Think that might be a misleading closeup?   Okay, here:

So I’d like to invite our readers to come up with more apt names which I can submit to Lake County Officials in an attempt to bring just a little speck of truth to advertising.

I’ll kick it off.

Witch’s Footbath.

Okay, your turn.

Here’s what happened: I was driving to the lake from our vacation rental house with my eleven year old son Gabriel and his friend Tomas in the back seat when I got the panicky cell phone call from my wife.

“Don’t go in the water!  It’s got bacteria.  It says you can get rashes and respiratory problems.”

Ah.  Right.  Rashes and bad bacteria.

Our vacation had officially reached its high point.

And did I mention that my wife’s phone call came a day too late?

We had been to this exact same spot the day before, and I, as well as Gabriel and Tomas, and my older son Rafael and his friend Alex, inexplicably chose to swim in the fetid funk.  We drove all the way up here – hell, we were gonna fun in the lake no matter what!!!

I swear to God, I’m not making this up, my right eye itched like crazy that night.

Still I took the boys to the water, only this time we left the inner tube in the car, and instead, I stood on the sweltering, inhospitable shoreline and watched for about half an hour, brushing away gnats and wiping the sweat from my forehead, as Gabriel and Tomas attempted to fish (not that I would’ve let anything that came out of that water touch their lips).

take your pick: warmish green slime or blistering rocks.

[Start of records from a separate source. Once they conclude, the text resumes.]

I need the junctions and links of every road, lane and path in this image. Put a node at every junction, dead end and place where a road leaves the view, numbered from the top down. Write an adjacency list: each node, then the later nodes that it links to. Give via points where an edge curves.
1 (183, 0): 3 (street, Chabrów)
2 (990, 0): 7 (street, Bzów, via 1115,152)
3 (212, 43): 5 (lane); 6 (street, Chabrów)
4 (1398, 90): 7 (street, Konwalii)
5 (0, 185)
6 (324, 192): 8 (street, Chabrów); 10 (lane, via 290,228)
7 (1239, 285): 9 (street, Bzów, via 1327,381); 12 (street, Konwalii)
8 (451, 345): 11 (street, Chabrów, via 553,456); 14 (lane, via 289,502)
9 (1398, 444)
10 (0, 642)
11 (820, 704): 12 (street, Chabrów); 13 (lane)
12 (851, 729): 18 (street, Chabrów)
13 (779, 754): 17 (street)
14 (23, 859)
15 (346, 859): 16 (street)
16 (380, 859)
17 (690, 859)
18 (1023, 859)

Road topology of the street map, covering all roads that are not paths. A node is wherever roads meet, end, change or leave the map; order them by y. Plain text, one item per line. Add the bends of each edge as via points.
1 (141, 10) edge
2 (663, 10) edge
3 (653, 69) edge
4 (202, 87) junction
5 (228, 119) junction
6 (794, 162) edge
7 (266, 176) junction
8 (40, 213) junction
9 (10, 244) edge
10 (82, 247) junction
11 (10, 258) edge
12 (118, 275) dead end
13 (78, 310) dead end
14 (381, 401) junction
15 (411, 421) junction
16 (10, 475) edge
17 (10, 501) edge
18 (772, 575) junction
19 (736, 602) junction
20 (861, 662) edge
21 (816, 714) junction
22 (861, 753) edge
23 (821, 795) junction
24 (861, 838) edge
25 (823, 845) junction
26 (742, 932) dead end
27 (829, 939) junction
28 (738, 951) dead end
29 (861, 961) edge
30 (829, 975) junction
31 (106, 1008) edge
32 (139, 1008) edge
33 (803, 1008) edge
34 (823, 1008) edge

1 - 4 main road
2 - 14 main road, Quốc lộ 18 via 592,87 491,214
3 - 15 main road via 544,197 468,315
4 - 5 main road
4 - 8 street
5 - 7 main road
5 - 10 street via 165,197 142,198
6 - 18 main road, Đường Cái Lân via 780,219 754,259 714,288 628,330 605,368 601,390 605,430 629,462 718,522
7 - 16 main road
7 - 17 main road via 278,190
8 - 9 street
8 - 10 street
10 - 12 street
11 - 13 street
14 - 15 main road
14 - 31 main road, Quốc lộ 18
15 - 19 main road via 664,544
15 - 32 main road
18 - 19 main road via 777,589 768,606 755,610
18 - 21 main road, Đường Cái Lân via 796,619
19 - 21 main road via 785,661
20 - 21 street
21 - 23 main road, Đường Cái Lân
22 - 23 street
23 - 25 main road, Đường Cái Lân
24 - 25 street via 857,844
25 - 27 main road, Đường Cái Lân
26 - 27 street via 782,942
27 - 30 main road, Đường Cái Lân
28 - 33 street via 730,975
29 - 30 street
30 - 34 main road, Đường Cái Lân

I can’t say with certainty that it was the bacteria that made my eye itch.  Might just as easily have been the mercury contamination from nearby Sulphur Bank Mercury Mine, declared a Superfund site in the early 1990’s.  To this day, the Department of Fish and Game “recommends that women of childbearing age and their children limit their consumption of fish from Clear Lake.”

“…recommends…” “…limit their consumption”…???

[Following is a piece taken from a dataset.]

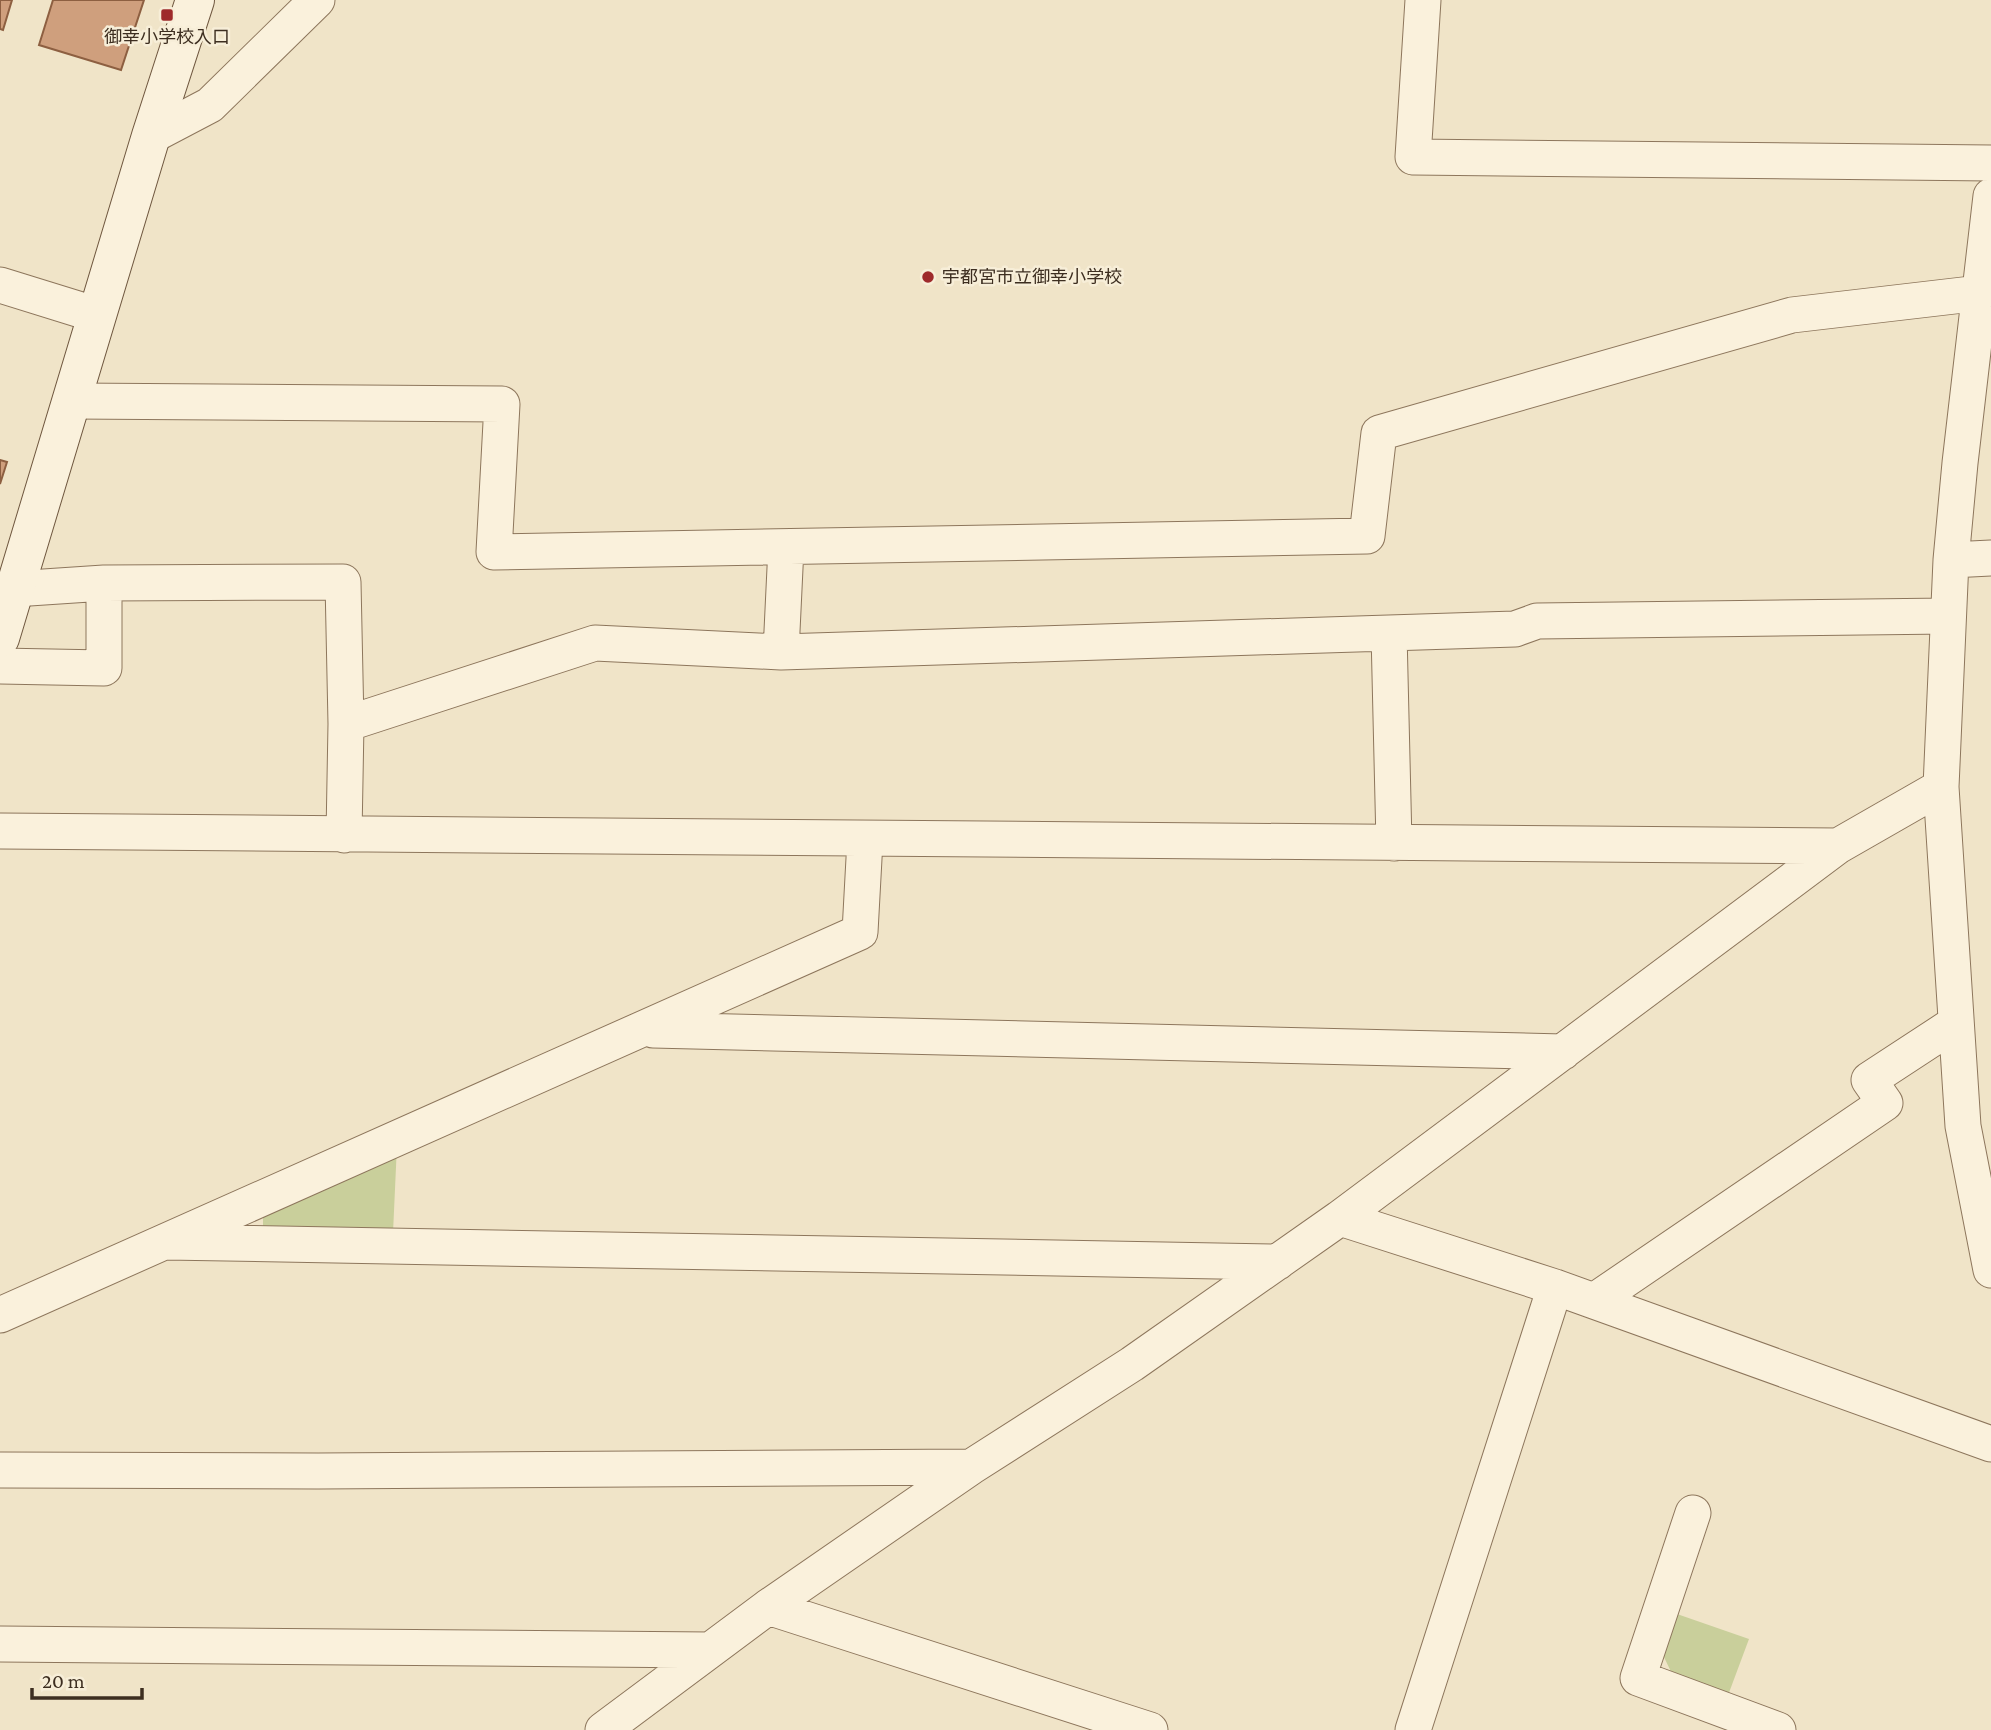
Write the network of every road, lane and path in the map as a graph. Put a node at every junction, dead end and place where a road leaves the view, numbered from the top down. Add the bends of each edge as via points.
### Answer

C’mon, feds, stop waffling and just say it straight: don’t eat the fucking fish from that gooey swamp!!   The lawsuit from the Lake County Tourism Board will be chump change compared to what you’re gonna pay out when a flipper baby pops out of a hapless mom who made the mistake of eating some of that famous Clear Lake bass.

Guess this little guy didn't get the memo about keeping the hell out of Clear Lake.

Or, or, or… maybe it was residue of all the dichloro diphenyl dichlorethane (DDD) dumped into the lake in the 1950’s to control the gnat population that made me itchy.

Pre DDD, “Clear” Lake was so infested with gnats that visitors wore kerchiefs over their faces to avoid inhaling them, and piles of gnat corpses below street lights grew so big they were mistaken for dirty clumps of snow.

None of this mentioned in the vacation lit, of course.   It only came to light with a little googling after the sight – and smell (my older son Rafael likened it to a ripe, overfull outhouse) – of the place, drove us back indoors.

Everyone knows you throw your trash INTO the abandoned tire, not next to it. Manners, people, manners!

We cut our vacation short by a day (which was still a day too long), drove home, kissed the bay area asphalt, and are still checking our kids for weird rashes.

I say, leave this shit hole to the gnats.

“Shit Hole.” Hmm.  I like that.   Perhaps a bit too on-the-nose, but still, it does capture a certain something.

Oh, and “Clear” Lake wasn’t the only bit of false advertising out there.  Here’s what another little burg along the lake bills itself as:

Seriously? Seriously?! If I were Swiss, I'd be pissed.